_Aim of the task_. Output all entries verbatim. Skip pictures.

_Material for the task_.
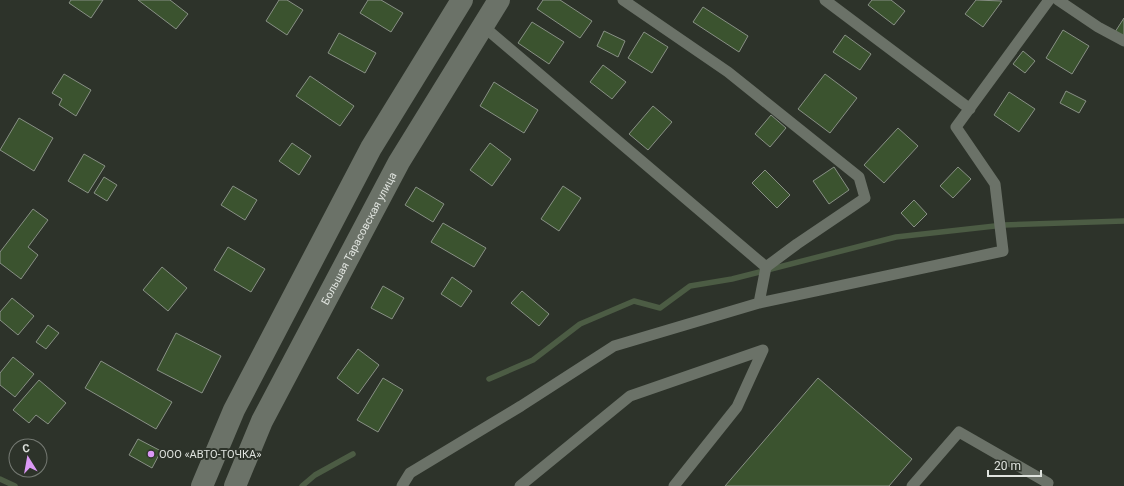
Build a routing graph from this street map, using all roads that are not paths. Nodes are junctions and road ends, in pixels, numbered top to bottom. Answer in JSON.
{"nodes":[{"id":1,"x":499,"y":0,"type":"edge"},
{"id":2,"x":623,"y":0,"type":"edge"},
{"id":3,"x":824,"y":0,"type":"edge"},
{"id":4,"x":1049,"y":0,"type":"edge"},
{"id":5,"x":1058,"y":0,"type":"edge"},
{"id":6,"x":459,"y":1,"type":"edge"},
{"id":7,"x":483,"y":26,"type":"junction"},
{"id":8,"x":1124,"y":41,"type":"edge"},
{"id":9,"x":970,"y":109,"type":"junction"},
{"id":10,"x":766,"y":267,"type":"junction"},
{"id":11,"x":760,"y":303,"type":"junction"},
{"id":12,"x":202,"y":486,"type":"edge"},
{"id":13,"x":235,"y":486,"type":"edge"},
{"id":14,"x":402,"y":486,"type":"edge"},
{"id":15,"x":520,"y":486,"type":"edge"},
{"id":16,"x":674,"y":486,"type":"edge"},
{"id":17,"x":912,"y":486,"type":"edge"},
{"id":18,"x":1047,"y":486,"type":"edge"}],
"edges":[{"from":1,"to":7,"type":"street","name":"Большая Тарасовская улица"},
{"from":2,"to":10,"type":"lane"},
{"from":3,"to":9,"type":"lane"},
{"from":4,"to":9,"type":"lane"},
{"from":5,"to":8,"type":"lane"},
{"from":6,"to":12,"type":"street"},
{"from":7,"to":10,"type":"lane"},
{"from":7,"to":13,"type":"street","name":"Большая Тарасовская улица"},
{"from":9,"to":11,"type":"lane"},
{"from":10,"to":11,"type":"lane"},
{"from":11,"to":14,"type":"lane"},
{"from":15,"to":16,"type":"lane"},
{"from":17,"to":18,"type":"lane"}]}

_Written solution_.
Build a routing graph from this street map, using all roads that are not paths. Nodes are junctions and road ends, in pixels, numbered top to bottom. Answer in JSON.
{"nodes":[{"id":1,"x":499,"y":0,"type":"edge"},
{"id":2,"x":623,"y":0,"type":"edge"},
{"id":3,"x":824,"y":0,"type":"edge"},
{"id":4,"x":1049,"y":0,"type":"edge"},
{"id":5,"x":1058,"y":0,"type":"edge"},
{"id":6,"x":459,"y":1,"type":"edge"},
{"id":7,"x":483,"y":26,"type":"junction"},
{"id":8,"x":1124,"y":41,"type":"edge"},
{"id":9,"x":970,"y":109,"type":"junction"},
{"id":10,"x":766,"y":267,"type":"junction"},
{"id":11,"x":760,"y":303,"type":"junction"},
{"id":12,"x":202,"y":486,"type":"edge"},
{"id":13,"x":235,"y":486,"type":"edge"},
{"id":14,"x":402,"y":486,"type":"edge"},
{"id":15,"x":520,"y":486,"type":"edge"},
{"id":16,"x":674,"y":486,"type":"edge"},
{"id":17,"x":912,"y":486,"type":"edge"},
{"id":18,"x":1047,"y":486,"type":"edge"}],
"edges":[{"from":1,"to":7,"type":"street","name":"Большая Тарасовская улица"},
{"from":2,"to":10,"type":"lane"},
{"from":3,"to":9,"type":"lane"},
{"from":4,"to":9,"type":"lane"},
{"from":5,"to":8,"type":"lane"},
{"from":6,"to":12,"type":"street"},
{"from":7,"to":10,"type":"lane"},
{"from":7,"to":13,"type":"street","name":"Большая Тарасовская улица"},
{"from":9,"to":11,"type":"lane"},
{"from":10,"to":11,"type":"lane"},
{"from":11,"to":14,"type":"lane"},
{"from":15,"to":16,"type":"lane"},
{"from":17,"to":18,"type":"lane"}]}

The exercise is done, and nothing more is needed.